Ему не давали покоя чужие горести. Как он страдал, например, когда доктора приговорили к смерти карикатуриста Тэда (в конце концов едва ли не пережившего самого Ринга), - ему казалось, что в таких случаях он может и должен что-то сделать. Он бился над страницей, выполняя свои договоры, один из которых - на серию юмористических рассказов о "бушере" - оказался для него просто мукой, и было ясно, что в своей работе он не находит ни цели, ни смысла, а просто "записывает", что увидит. Поэтому всеподавляющее свое чувство ответственности он предпочитал использовать в помощь людям, которые его окружали. Одного он знакомил с директором театра, другому подыскивал место, для третьего сложными путями добивался приема в члены гольф-клуба. Нередко усилия, которых все это от него требовало, явно не соответствовали самой цели, но дело в том, что Ринг начал сдавать: он работал честно и добротно до самого конца, но в последние годы перестал получать от работы какое бы то ни было удовольствие.

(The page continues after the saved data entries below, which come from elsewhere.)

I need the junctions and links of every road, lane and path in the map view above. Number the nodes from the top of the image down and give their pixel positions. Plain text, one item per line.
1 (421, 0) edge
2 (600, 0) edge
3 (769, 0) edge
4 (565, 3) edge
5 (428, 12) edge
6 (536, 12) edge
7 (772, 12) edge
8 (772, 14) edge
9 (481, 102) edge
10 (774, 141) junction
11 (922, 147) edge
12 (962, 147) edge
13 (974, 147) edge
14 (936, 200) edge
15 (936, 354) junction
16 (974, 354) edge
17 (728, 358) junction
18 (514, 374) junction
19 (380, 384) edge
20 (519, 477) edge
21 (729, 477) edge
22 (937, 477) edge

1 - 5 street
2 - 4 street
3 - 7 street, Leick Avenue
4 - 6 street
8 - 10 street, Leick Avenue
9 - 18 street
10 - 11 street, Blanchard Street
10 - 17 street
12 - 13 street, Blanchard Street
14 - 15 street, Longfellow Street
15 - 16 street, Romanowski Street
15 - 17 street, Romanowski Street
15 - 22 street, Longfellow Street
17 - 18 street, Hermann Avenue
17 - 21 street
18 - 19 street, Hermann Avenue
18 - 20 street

Примерно тогда же (1922 г.) один издатель решил снова выпустить все его прежние книги и собрать под переплет недавно напечатанные рассказы. У Ринга появилось наконец чувство, что он часть литературного мира и что у него есть свои читатели, а статьи Менкена и Ф.П.А., отдававших ему должное как большому писателю, доставили ему известное удовлетворение. Но не думаю, чтобы он все это принимал так уж всерьез; понять это трудно, и все-таки я убежден, что он, в общем-то, был равнодушен ко всему, кроме своих личных отношений с немногими людьми. Вспомнить только, как он смотрел на своих подражателей, не укравших у него разве что рубашки с тела - пожалуй, лишь Хемингуэя обирали столь же методично. Воровавшие были обеспокоены больше, чем обворованный Ринг, который считал, что надо им помочь, если какой-то его прием окажется им не по зубам.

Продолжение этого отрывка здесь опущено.